**Dataset records**:
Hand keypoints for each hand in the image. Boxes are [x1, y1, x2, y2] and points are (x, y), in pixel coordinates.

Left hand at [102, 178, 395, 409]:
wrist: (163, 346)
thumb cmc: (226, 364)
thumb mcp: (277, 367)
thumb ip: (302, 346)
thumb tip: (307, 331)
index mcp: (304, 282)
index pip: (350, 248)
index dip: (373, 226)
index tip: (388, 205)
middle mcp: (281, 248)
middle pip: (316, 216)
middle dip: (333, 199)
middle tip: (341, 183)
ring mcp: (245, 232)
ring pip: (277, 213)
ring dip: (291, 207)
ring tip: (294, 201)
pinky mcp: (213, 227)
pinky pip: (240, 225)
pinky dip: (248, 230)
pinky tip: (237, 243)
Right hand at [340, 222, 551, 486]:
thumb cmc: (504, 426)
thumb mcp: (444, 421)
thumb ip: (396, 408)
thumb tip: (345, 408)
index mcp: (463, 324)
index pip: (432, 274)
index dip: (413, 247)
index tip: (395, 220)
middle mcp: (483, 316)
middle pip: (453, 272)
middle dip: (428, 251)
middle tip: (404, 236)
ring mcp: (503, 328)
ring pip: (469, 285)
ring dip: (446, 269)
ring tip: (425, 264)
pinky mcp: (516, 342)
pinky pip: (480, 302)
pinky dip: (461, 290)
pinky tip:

**Work request**: Please retype, with no changes, the lines that run from the first line of the entries to the line with "thumb tip: (307, 331)", both ends included.

**Output**:
Hand keypoints for each hand in the image. Boxes are [x1, y1, x2, y2] and points are (x, y), in pixel coordinates.

Left hand at [102, 178, 395, 409]:
wrist: (163, 346)
thumb cmc: (226, 364)
thumb mcp: (277, 367)
thumb ip: (302, 346)
thumb tip: (307, 331)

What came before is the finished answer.